Álvaro Romero @aromerobernal1 /
31 dic 2023 / 11:48 h - Actualizado: 31 dic 2023 / 11:49 h.
"El reportaje literario"
  • Françoise Sagan, la novelista adolescente que revolucionó la tristeza

El fenómeno literario de Françoise Sagan no ha tenido parangón en las letras francesas –y casi en el mundo- del último siglo, y sin embargo se trata de una novelista algo olvidada en el panorama actual de novedades europeas que se empeña en descubrirnos el mundo cada amanecer. En 1954, va a hacer ahora solo 70 años, hubo una chica de 19 que, de la nada, vio cómo su ópera prima, Buenos días, tristeza, se leyó compulsivamente dentro y fuera de su país, se tradujo a veinticinco idiomas (¡incluido el latín!) y ganó el codiciado Prix des Critiques que se le había entregado el año anterior nada menos que a Albert Camus.
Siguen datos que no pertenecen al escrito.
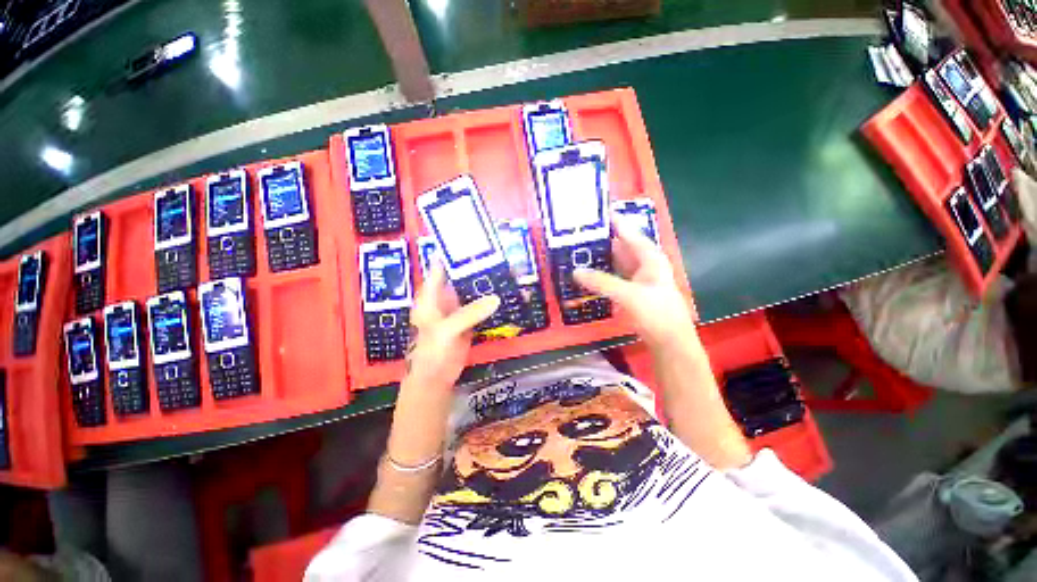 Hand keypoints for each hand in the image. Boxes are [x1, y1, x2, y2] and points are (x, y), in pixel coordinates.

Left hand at [404, 263, 500, 388]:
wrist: (436, 378)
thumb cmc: (431, 351)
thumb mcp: (447, 330)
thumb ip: (469, 313)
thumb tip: (495, 298)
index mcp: (431, 294)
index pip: (440, 266)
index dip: (452, 251)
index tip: (471, 238)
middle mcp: (445, 297)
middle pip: (460, 276)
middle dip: (477, 266)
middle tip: (499, 253)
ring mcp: (459, 308)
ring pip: (473, 291)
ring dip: (486, 283)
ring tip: (506, 270)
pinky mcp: (470, 319)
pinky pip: (481, 306)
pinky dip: (491, 301)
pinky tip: (505, 294)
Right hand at [574, 217, 695, 348]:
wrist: (669, 341)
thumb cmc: (656, 313)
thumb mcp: (629, 295)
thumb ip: (602, 282)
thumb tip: (575, 271)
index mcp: (648, 256)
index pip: (627, 232)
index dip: (612, 221)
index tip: (592, 212)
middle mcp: (642, 263)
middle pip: (618, 246)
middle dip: (598, 241)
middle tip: (574, 236)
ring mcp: (635, 277)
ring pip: (613, 262)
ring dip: (597, 259)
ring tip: (574, 253)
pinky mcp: (629, 291)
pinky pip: (611, 277)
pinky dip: (599, 275)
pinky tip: (584, 275)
En solo un mes, la novelita alcanzó el millón de ejemplares vendidos y, apenas tres años después, el cineasta norteamericano Otto Preminger se interesó por la historia para llevarla al cine con Jean Seberg, Deborah Kerr y David Niven como actores que encarnaban, respectivamente, a Cécile –la narradora protagonista- Anne Larssen –el personaje que irrumpe en su vida- y el padre, Raymond. La novela generó tal convulsión en la Europa que se estaba sacudiendo las legañas del existencialismo que nadie quedó indiferente ante aquel relato de una adolescente, huérfana de madre, que tiene el privilegio de controlar su vida, de exprimirla en aquella lenta cadencia que la dolce vita de su propio padre le posibilita después de sacarla del internado y llevarla en el verano de sus diecisiete años a la despreocupada orilla del mar.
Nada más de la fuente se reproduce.